[Opening Data provided section]

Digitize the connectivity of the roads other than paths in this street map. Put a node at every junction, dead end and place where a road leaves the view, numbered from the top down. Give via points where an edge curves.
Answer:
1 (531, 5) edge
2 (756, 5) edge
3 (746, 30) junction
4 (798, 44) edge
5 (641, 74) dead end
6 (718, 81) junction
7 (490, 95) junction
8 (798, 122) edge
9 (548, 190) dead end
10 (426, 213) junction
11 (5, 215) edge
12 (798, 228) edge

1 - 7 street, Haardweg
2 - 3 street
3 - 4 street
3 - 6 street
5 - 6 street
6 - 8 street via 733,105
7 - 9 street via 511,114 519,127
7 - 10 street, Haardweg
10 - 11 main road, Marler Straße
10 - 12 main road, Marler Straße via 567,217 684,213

[Closing Data provided section]

Exercise details: Return all entries exactly.

Reply to the exercise:
Digitize the connectivity of the roads other than paths in this street map. Put a node at every junction, dead end and place where a road leaves the view, numbered from the top down. Give via points where an edge curves.
Answer:
1 (531, 5) edge
2 (756, 5) edge
3 (746, 30) junction
4 (798, 44) edge
5 (641, 74) dead end
6 (718, 81) junction
7 (490, 95) junction
8 (798, 122) edge
9 (548, 190) dead end
10 (426, 213) junction
11 (5, 215) edge
12 (798, 228) edge

1 - 7 street, Haardweg
2 - 3 street
3 - 4 street
3 - 6 street
5 - 6 street
6 - 8 street via 733,105
7 - 9 street via 511,114 519,127
7 - 10 street, Haardweg
10 - 11 main road, Marler Straße
10 - 12 main road, Marler Straße via 567,217 684,213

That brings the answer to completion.